Le silicate de sodium, aussi appelé « verre soluble », est un composé inorganique constitué principalement de dioxyde de silicium (SiO₂) et d’oxyde de sodium (Na₂O). Bien qu’il soit plus connu sous forme liquide, il existe également sous forme pulvérulente ou granulaire pour des applications où la manipulation solide est préférable. En industrie, cette matière est prisée pour ses propriétés liantes, ignifuges ou détersives. Toutefois, sous forme de poudre, son comportement en vrac soulève certaines contraintes lors du stockage ou du transfert.

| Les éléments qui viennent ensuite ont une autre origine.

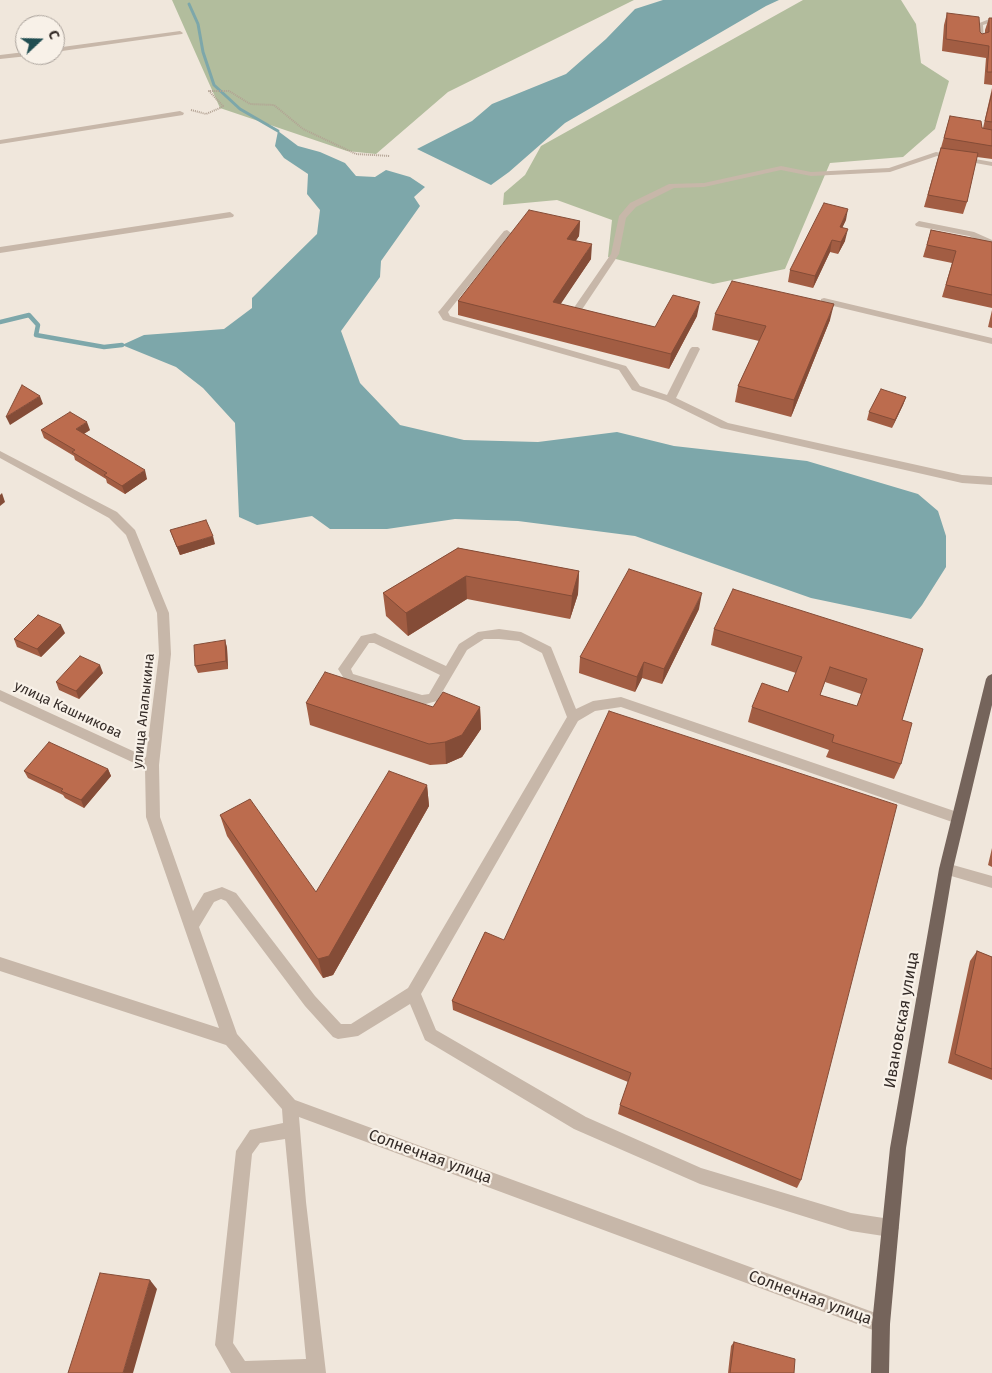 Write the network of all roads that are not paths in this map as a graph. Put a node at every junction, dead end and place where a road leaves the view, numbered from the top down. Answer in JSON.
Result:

Le silicate de sodium en poudre se présente sous forme d’une matière blanche à gris clair, assez légère et d’aspect vitreux ou farineux selon la granulométrie. Il dégage une faible odeur alcaline. Lorsqu’il est sec, il reste fluide et stable. Cependant, exposé à l’humidité ambiante, il capte l’eau rapidement, ce qui modifie son aspect, le rend collant, voire agglomérant. Cette transformation est souvent irréversible et nuit à son efficacité dans les processus en aval. Sa réactivité alcaline en fait également une poudre sensible aux incompatibilités chimiques.
Le principal enjeu lors du transfert du silicate de sodium en poudre réside dans sa hygroscopicité élevée. En présence d’humidité, même résiduelle, la poudre peut former des croûtes solides à l’intérieur des trémies, vis ou tuyauteries. Cette propension à absorber l’eau rend nécessaire un environnement de transfert parfaitement sec, voire climatisé ou inerté dans certaines installations sensibles.

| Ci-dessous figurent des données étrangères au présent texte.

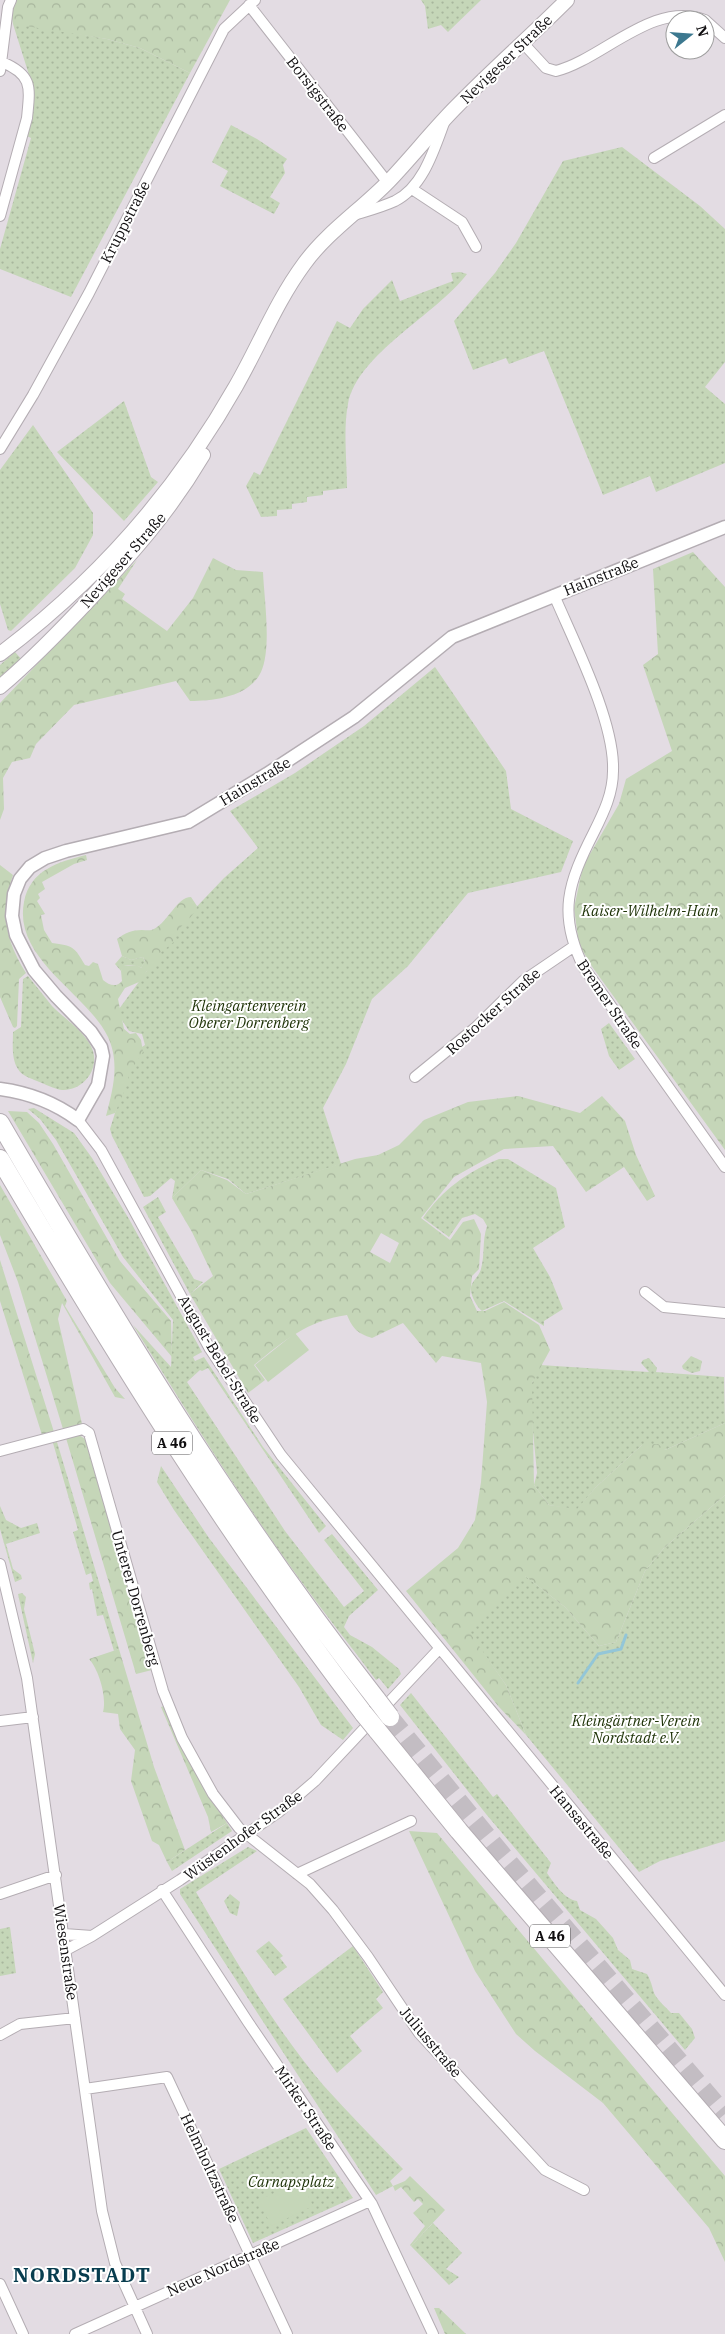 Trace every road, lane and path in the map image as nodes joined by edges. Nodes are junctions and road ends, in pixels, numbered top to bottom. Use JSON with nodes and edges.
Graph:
{"nodes":[{"id":1,"x":11,"y":0,"type":"edge"},
{"id":2,"x":567,"y":0,"type":"edge"},
{"id":3,"x":252,"y":3,"type":"edge"},
{"id":4,"x":665,"y":17,"type":"edge"},
{"id":5,"x":715,"y":28,"type":"edge"},
{"id":6,"x":725,"y":37,"type":"edge"},
{"id":7,"x":522,"y":42,"type":"junction"},
{"id":8,"x":1,"y":66,"type":"edge"},
{"id":9,"x":725,"y":115,"type":"edge"},
{"id":10,"x":445,"y":119,"type":"junction"},
{"id":11,"x":654,"y":158,"type":"dead end"},
{"id":12,"x":388,"y":183,"type":"junction"},
{"id":13,"x":412,"y":189,"type":"junction"},
{"id":14,"x":0,"y":216,"type":"edge"},
{"id":15,"x":348,"y":218,"type":"junction"},
{"id":16,"x":476,"y":247,"type":"dead end"},
{"id":17,"x":0,"y":449,"type":"edge"},
{"id":18,"x":725,"y":527,"type":"edge"},
{"id":19,"x":132,"y":543,"type":"junction"},
{"id":20,"x":554,"y":595,"type":"junction"},
{"id":21,"x":0,"y":654,"type":"edge"},
{"id":22,"x":0,"y":687,"type":"edge"},
{"id":23,"x":573,"y":947,"type":"junction"},
{"id":24,"x":416,"y":1078,"type":"dead end"},
{"id":25,"x":0,"y":1089,"type":"edge"},
{"id":26,"x":78,"y":1120,"type":"junction"},
{"id":27,"x":0,"y":1123,"type":"edge"},
{"id":28,"x":0,"y":1159,"type":"edge"},
{"id":29,"x":725,"y":1167,"type":"edge"},
{"id":30,"x":646,"y":1292,"type":"dead end"},
{"id":31,"x":725,"y":1313,"type":"edge"},
{"id":32,"x":0,"y":1450,"type":"edge"},
{"id":33,"x":0,"y":1564,"type":"edge"},
{"id":34,"x":439,"y":1649,"type":"junction"},
{"id":35,"x":33,"y":1717,"type":"junction"},
{"id":36,"x":390,"y":1717,"type":"tunnel mouth"},
{"id":37,"x":0,"y":1722,"type":"edge"},
{"id":38,"x":411,"y":1821,"type":"dead end"},
{"id":39,"x":248,"y":1833,"type":"junction"},
{"id":40,"x":297,"y":1874,"type":"junction"},
{"id":41,"x":56,"y":1875,"type":"junction"},
{"id":42,"x":162,"y":1890,"type":"junction"},
{"id":43,"x":0,"y":1894,"type":"edge"},
{"id":44,"x":64,"y":1934,"type":"junction"},
{"id":45,"x":92,"y":1936,"type":"junction"},
{"id":46,"x":66,"y":1950,"type":"junction"},
{"id":47,"x":725,"y":1995,"type":"edge"},
{"id":48,"x":75,"y":2018,"type":"junction"},
{"id":49,"x":0,"y":2034,"type":"edge"},
{"id":50,"x":85,"y":2089,"type":"junction"},
{"id":51,"x":725,"y":2140,"type":"edge"},
{"id":52,"x":584,"y":2190,"type":"dead end"},
{"id":53,"x":370,"y":2201,"type":"junction"},
{"id":54,"x":250,"y":2255,"type":"junction"},
{"id":55,"x":0,"y":2284,"type":"edge"},
{"id":56,"x":135,"y":2307,"type":"junction"},
{"id":57,"x":23,"y":2334,"type":"edge"},
{"id":58,"x":75,"y":2334,"type":"edge"},
{"id":59,"x":147,"y":2334,"type":"edge"},
{"id":60,"x":287,"y":2334,"type":"edge"},
{"id":61,"x":433,"y":2334,"type":"edge"}],
"edges":[{"from":1,"to":8,"type":"street"},
{"from":2,"to":7,"type":"main road","name":"Nevigeser Straße"},
{"from":3,"to":12,"type":"street","name":"Borsigstraße"},
{"from":3,"to":17,"type":"street","name":"Kruppstraße"},
{"from":4,"to":7,"type":"street"},
{"from":5,"to":6,"type":"street"},
{"from":7,"to":10,"type":"main road","name":"Nevigeser Straße"},
{"from":8,"to":14,"type":"street"},
{"from":9,"to":11,"type":"street"},
{"from":10,"to":12,"type":"main road","name":"Nevigeser Straße"},
{"from":10,"to":13,"type":"street","name":"Nevigeser Straße"},
{"from":12,"to":15,"type":"main road","name":"Nevigeser Straße"},
{"from":13,"to":15,"type":"street","name":"Nevigeser Straße"},
{"from":13,"to":16,"type":"street"},
{"from":15,"to":19,"type":"main road","name":"Nevigeser Straße"},
{"from":18,"to":20,"type":"street","name":"Hainstraße"},
{"from":19,"to":21,"type":"main road","name":"Nevigeser Straße"},
{"from":19,"to":22,"type":"main road","name":"Nevigeser Straße"},
{"from":20,"to":23,"type":"street","name":"Bremer Straße"},
{"from":20,"to":26,"type":"street","name":"Hainstraße"},
{"from":23,"to":24,"type":"street","name":"Rostocker Straße"},
{"from":23,"to":29,"type":"street","name":"Bremer Straße"},
{"from":25,"to":26,"type":"street","name":"August-Bebel-Straße"},
{"from":26,"to":34,"type":"street","name":"August-Bebel-Straße"},
{"from":27,"to":36,"type":"highway","number":"A 46","bridge":true},
{"from":28,"to":51,"type":"highway","number":"A 46","bridge":true},
{"from":30,"to":31,"type":"street"},
{"from":32,"to":39,"type":"street","name":"Unterer Dorrenberg"},
{"from":33,"to":35,"type":"street","name":"Wiesenstraße"},
{"from":34,"to":39,"type":"street","name":"Wüstenhofer Straße"},
{"from":34,"to":47,"type":"street","name":"Hansastraße"},
{"from":35,"to":37,"type":"street"},
{"from":35,"to":41,"type":"street","name":"Wiesenstraße"},
{"from":38,"to":40,"type":"street"},
{"from":39,"to":40,"type":"street","name":"Juliusstraße"},
{"from":39,"to":42,"type":"street","name":"Wüstenhofer Straße"},
{"from":40,"to":52,"type":"street","name":"Juliusstraße"},
{"from":41,"to":43,"type":"street"},
{"from":41,"to":44,"type":"street","name":"Wiesenstraße"},
{"from":42,"to":45,"type":"street","name":"Wüstenhofer Straße"},
{"from":42,"to":53,"type":"street","name":"Mirker Straße"},
{"from":44,"to":45,"type":"street"},
{"from":44,"to":46,"type":"street","name":"Wiesenstraße"},
{"from":45,"to":46,"type":"street","name":"Wüstenhofer Straße"},
{"from":46,"to":48,"type":"street","name":"Wiesenstraße"},
{"from":48,"to":49,"type":"street"},
{"from":48,"to":50,"type":"street","name":"Wiesenstraße"},
{"from":50,"to":54,"type":"street","name":"Helmholtzstraße"},
{"from":50,"to":56,"type":"street","name":"Wiesenstraße"},
{"from":53,"to":54,"type":"street","name":"Neue Nordstraße"},
{"from":53,"to":61,"type":"street","name":"Mirker Straße"},
{"from":54,"to":56,"type":"street","name":"Neue Nordstraße"},
{"from":54,"to":60,"type":"street","name":"Helmholtzstraße"},
{"from":55,"to":57,"type":"street"},
{"from":56,"to":58,"type":"street","name":"Neue Nordstraße"},
{"from":56,"to":59,"type":"street","name":"Wiesenstraße"}]}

Bien que peu abrasive, la poudre peut devenir collante ou compactée si elle est stockée trop longtemps ou soumise à des variations hygrométriques. Cela peut entraîner des blocages mécaniques ou une mauvaise vidange des contenants.
Enfin, sa légèreté relative la rend sujette à l’envol de poussières, notamment dans les phases de remplissage ou de vidage. Une attention particulière doit être portée à l’étanchéité du circuit et, si besoin, à la captation des poussières pour éviter toute gêne opératoire ou dépôt secondaire.